▶ **Instructions to follow**:
Copy all lines containing the string "Youngmann" from the records below.

[Stored data entries]
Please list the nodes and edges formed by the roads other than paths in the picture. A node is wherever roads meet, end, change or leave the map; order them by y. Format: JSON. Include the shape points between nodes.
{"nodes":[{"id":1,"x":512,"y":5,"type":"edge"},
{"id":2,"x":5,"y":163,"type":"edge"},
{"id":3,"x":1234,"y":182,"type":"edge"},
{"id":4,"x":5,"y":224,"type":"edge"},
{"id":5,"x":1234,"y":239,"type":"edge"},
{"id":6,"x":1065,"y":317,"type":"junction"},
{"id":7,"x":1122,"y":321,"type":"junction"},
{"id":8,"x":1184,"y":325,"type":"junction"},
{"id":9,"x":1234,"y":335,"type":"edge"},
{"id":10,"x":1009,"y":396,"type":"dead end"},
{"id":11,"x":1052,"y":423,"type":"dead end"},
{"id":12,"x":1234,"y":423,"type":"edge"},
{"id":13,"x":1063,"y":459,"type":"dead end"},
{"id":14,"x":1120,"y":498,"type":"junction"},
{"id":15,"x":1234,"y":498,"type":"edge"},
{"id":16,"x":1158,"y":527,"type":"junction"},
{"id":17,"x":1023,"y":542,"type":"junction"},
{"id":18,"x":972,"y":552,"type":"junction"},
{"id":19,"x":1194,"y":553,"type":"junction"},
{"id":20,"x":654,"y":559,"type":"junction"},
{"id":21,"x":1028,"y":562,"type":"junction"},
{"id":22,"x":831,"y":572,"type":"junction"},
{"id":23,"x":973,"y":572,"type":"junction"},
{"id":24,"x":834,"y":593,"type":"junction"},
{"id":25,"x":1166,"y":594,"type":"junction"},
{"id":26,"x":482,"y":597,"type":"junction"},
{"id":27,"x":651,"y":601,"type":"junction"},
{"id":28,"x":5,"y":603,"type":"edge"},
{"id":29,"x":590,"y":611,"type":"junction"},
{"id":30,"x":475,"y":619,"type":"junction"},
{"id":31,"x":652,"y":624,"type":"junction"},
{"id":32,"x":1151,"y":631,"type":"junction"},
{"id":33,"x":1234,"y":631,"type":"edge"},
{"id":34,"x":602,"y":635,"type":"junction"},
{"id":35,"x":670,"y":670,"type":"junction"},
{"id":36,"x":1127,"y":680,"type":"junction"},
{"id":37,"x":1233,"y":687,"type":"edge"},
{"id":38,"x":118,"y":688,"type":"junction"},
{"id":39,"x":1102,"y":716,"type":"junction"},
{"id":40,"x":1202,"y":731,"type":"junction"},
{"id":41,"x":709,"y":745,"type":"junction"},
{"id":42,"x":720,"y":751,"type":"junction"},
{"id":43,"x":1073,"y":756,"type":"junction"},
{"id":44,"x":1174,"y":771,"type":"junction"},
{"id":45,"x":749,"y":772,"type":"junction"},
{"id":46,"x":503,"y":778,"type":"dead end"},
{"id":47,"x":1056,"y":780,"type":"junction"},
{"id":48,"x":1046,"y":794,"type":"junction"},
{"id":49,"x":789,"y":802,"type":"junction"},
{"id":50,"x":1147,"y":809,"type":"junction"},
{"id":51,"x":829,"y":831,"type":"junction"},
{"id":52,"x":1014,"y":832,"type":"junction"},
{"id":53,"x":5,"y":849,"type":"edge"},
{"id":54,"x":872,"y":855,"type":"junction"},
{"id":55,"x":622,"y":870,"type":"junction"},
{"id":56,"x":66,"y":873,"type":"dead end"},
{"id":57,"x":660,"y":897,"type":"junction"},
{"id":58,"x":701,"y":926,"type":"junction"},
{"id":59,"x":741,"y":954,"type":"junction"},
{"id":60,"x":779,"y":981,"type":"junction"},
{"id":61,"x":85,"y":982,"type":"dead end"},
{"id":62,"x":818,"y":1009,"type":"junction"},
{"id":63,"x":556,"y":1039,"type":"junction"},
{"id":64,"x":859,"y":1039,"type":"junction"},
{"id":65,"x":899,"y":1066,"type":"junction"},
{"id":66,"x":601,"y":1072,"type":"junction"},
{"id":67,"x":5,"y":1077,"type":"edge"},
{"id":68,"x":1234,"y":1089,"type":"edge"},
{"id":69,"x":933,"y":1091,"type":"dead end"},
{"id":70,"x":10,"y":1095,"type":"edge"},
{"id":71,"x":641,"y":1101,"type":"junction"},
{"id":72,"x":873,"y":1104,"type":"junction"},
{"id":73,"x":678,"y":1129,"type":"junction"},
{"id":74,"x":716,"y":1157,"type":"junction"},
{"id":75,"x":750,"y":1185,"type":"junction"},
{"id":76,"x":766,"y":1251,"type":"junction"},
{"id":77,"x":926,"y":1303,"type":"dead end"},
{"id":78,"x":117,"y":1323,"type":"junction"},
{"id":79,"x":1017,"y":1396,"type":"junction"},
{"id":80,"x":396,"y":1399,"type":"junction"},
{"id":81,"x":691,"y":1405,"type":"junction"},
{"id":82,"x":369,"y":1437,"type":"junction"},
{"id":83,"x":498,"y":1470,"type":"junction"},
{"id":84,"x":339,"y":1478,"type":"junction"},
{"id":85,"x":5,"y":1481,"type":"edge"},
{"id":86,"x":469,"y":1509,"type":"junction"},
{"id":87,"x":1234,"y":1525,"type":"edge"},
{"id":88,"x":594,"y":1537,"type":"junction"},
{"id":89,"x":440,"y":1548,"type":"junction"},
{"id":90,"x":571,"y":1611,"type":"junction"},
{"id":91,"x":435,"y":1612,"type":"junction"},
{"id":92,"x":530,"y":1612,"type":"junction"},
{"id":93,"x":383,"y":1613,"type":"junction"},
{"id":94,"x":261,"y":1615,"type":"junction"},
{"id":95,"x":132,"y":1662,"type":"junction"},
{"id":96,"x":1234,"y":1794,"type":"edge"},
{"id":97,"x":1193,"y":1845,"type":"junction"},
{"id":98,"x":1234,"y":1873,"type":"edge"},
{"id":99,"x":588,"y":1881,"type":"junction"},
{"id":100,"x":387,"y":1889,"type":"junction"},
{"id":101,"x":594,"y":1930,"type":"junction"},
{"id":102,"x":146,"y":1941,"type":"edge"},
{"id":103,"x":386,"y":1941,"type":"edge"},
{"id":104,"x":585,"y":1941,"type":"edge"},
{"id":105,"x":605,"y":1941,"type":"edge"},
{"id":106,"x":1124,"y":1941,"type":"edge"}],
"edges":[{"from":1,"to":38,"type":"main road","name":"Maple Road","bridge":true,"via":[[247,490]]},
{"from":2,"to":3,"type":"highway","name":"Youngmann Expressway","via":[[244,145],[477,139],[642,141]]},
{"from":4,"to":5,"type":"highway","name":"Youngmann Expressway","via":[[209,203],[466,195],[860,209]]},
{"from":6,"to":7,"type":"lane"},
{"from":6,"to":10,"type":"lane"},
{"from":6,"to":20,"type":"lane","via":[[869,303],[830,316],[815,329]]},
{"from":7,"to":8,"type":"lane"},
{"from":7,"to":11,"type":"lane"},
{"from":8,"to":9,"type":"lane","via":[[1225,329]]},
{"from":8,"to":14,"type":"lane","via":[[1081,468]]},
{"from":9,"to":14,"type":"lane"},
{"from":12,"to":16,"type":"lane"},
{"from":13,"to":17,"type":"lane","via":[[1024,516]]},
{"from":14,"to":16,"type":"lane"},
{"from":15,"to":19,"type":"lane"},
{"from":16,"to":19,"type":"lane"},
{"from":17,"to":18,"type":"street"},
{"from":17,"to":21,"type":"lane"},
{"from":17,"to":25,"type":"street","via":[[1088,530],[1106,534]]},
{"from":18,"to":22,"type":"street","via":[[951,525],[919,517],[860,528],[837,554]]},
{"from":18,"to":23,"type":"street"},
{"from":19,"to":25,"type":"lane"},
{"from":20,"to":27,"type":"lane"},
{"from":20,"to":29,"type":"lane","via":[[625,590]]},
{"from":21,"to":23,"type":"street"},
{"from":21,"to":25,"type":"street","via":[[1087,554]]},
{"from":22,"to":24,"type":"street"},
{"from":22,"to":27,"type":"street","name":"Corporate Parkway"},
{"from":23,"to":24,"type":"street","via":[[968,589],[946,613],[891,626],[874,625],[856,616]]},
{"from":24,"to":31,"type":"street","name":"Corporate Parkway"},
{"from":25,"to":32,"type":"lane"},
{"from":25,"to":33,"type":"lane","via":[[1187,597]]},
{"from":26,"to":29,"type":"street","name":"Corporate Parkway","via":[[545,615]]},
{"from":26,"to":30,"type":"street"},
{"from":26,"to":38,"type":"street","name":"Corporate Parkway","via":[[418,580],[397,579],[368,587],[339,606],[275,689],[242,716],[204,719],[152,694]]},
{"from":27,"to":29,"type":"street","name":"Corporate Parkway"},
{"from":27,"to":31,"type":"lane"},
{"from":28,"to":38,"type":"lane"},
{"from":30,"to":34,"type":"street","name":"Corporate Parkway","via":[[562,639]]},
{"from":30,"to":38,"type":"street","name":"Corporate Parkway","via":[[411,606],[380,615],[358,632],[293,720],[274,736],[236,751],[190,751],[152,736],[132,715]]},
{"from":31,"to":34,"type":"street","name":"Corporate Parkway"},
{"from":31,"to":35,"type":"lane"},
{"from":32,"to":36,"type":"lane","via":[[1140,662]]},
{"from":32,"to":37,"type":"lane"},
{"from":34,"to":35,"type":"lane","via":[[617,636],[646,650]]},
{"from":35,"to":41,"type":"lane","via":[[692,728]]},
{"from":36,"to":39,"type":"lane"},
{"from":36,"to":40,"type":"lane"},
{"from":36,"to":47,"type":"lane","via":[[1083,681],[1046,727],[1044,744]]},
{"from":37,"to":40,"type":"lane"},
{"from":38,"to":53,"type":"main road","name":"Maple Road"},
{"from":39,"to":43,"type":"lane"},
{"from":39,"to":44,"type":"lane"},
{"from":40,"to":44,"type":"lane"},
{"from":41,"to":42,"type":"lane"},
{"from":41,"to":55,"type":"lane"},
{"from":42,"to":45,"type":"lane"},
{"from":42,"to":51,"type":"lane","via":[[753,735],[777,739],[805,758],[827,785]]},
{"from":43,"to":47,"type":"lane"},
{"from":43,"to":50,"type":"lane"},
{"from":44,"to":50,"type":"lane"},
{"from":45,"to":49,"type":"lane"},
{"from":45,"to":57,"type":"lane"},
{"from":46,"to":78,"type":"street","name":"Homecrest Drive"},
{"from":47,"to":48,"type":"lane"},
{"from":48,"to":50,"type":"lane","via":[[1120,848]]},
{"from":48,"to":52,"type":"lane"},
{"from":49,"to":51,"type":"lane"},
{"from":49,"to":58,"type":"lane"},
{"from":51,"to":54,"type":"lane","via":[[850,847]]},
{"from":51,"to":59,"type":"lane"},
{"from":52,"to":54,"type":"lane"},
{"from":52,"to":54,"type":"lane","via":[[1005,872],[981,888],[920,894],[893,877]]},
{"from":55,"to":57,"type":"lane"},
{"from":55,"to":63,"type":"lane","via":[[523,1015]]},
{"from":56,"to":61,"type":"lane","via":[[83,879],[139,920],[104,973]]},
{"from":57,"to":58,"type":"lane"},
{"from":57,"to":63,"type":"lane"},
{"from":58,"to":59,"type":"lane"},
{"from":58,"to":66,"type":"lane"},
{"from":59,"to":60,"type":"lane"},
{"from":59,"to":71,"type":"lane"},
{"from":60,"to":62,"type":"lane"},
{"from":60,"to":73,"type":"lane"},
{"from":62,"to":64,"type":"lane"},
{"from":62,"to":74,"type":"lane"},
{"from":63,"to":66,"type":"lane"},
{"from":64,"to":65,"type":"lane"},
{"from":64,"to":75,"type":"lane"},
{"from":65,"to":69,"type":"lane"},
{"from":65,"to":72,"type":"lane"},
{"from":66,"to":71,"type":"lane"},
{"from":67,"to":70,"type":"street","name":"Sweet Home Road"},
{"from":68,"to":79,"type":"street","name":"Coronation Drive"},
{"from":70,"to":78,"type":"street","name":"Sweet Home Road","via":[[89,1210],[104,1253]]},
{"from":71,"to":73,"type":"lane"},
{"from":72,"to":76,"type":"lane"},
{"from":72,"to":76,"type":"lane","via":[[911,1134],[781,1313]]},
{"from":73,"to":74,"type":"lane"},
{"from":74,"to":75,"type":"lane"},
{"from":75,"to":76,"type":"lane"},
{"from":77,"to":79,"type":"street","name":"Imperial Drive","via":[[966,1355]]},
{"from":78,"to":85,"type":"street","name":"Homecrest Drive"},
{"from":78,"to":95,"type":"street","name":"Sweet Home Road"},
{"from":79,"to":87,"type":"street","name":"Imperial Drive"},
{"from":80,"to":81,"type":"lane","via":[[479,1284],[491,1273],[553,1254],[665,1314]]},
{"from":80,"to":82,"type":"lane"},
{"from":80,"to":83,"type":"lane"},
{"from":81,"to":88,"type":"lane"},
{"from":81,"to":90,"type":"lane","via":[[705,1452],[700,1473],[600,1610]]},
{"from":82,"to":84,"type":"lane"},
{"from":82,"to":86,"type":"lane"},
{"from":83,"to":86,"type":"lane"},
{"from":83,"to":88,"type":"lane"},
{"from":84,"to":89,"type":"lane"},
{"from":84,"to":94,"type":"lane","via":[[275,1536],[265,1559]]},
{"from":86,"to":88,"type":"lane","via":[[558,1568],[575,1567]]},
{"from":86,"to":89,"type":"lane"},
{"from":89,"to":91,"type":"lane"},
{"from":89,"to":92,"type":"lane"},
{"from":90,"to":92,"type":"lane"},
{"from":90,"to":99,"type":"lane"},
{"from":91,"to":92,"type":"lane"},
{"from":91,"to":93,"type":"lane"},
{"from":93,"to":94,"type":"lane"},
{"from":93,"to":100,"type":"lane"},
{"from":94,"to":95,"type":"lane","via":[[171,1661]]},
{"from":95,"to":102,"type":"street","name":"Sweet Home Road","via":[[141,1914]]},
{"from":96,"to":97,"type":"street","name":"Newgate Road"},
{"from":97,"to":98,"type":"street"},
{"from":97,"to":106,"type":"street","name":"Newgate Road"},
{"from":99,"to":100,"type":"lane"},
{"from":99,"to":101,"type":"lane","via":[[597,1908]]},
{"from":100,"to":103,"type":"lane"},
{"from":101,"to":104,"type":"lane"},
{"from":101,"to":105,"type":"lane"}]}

▶ **Worked solution**:
{"from":2,"to":3,"type":"highway","name":"Youngmann Expressway","via":[[244,145],[477,139],[642,141]]},
{"from":4,"to":5,"type":"highway","name":"Youngmann Expressway","via":[[209,203],[466,195],[860,209]]},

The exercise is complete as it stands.